#### [Work request]
What is needed is an exact transcription of every entry below.

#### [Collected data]
####

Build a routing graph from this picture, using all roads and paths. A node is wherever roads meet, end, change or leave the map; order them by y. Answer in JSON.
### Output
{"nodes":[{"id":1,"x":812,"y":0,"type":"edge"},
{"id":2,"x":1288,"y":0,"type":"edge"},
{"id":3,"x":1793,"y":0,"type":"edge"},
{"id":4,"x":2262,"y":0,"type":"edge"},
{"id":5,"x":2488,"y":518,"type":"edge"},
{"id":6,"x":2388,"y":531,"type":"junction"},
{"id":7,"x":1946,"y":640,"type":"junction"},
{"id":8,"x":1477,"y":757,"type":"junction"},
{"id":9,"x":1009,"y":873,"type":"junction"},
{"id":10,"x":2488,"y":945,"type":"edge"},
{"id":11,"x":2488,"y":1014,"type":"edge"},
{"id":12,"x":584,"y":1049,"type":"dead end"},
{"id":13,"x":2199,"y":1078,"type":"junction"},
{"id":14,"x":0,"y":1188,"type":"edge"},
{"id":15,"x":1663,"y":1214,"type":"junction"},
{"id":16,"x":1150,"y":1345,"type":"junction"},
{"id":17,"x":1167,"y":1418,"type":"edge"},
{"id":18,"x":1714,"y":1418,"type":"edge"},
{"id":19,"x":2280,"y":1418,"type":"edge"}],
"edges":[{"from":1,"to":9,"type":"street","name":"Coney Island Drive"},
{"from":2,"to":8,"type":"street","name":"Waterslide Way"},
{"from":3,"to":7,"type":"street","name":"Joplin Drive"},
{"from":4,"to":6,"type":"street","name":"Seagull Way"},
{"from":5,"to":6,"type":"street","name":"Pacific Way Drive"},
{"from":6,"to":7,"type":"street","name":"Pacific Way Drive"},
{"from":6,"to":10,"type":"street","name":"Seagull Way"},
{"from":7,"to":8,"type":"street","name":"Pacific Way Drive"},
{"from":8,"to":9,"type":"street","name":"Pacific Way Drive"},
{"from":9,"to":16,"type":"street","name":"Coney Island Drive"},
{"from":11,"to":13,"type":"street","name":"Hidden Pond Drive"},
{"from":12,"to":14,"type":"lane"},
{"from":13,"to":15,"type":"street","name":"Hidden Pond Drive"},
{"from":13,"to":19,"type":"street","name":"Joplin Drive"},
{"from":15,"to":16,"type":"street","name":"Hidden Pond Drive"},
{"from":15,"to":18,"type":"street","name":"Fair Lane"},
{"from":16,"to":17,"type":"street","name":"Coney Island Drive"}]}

####

#### [Task output]
Build a routing graph from this picture, using all roads and paths. A node is wherever roads meet, end, change or leave the map; order them by y. Answer in JSON.
### Output
{"nodes":[{"id":1,"x":812,"y":0,"type":"edge"},
{"id":2,"x":1288,"y":0,"type":"edge"},
{"id":3,"x":1793,"y":0,"type":"edge"},
{"id":4,"x":2262,"y":0,"type":"edge"},
{"id":5,"x":2488,"y":518,"type":"edge"},
{"id":6,"x":2388,"y":531,"type":"junction"},
{"id":7,"x":1946,"y":640,"type":"junction"},
{"id":8,"x":1477,"y":757,"type":"junction"},
{"id":9,"x":1009,"y":873,"type":"junction"},
{"id":10,"x":2488,"y":945,"type":"edge"},
{"id":11,"x":2488,"y":1014,"type":"edge"},
{"id":12,"x":584,"y":1049,"type":"dead end"},
{"id":13,"x":2199,"y":1078,"type":"junction"},
{"id":14,"x":0,"y":1188,"type":"edge"},
{"id":15,"x":1663,"y":1214,"type":"junction"},
{"id":16,"x":1150,"y":1345,"type":"junction"},
{"id":17,"x":1167,"y":1418,"type":"edge"},
{"id":18,"x":1714,"y":1418,"type":"edge"},
{"id":19,"x":2280,"y":1418,"type":"edge"}],
"edges":[{"from":1,"to":9,"type":"street","name":"Coney Island Drive"},
{"from":2,"to":8,"type":"street","name":"Waterslide Way"},
{"from":3,"to":7,"type":"street","name":"Joplin Drive"},
{"from":4,"to":6,"type":"street","name":"Seagull Way"},
{"from":5,"to":6,"type":"street","name":"Pacific Way Drive"},
{"from":6,"to":7,"type":"street","name":"Pacific Way Drive"},
{"from":6,"to":10,"type":"street","name":"Seagull Way"},
{"from":7,"to":8,"type":"street","name":"Pacific Way Drive"},
{"from":8,"to":9,"type":"street","name":"Pacific Way Drive"},
{"from":9,"to":16,"type":"street","name":"Coney Island Drive"},
{"from":11,"to":13,"type":"street","name":"Hidden Pond Drive"},
{"from":12,"to":14,"type":"lane"},
{"from":13,"to":15,"type":"street","name":"Hidden Pond Drive"},
{"from":13,"to":19,"type":"street","name":"Joplin Drive"},
{"from":15,"to":16,"type":"street","name":"Hidden Pond Drive"},
{"from":15,"to":18,"type":"street","name":"Fair Lane"},
{"from":16,"to":17,"type":"street","name":"Coney Island Drive"}]}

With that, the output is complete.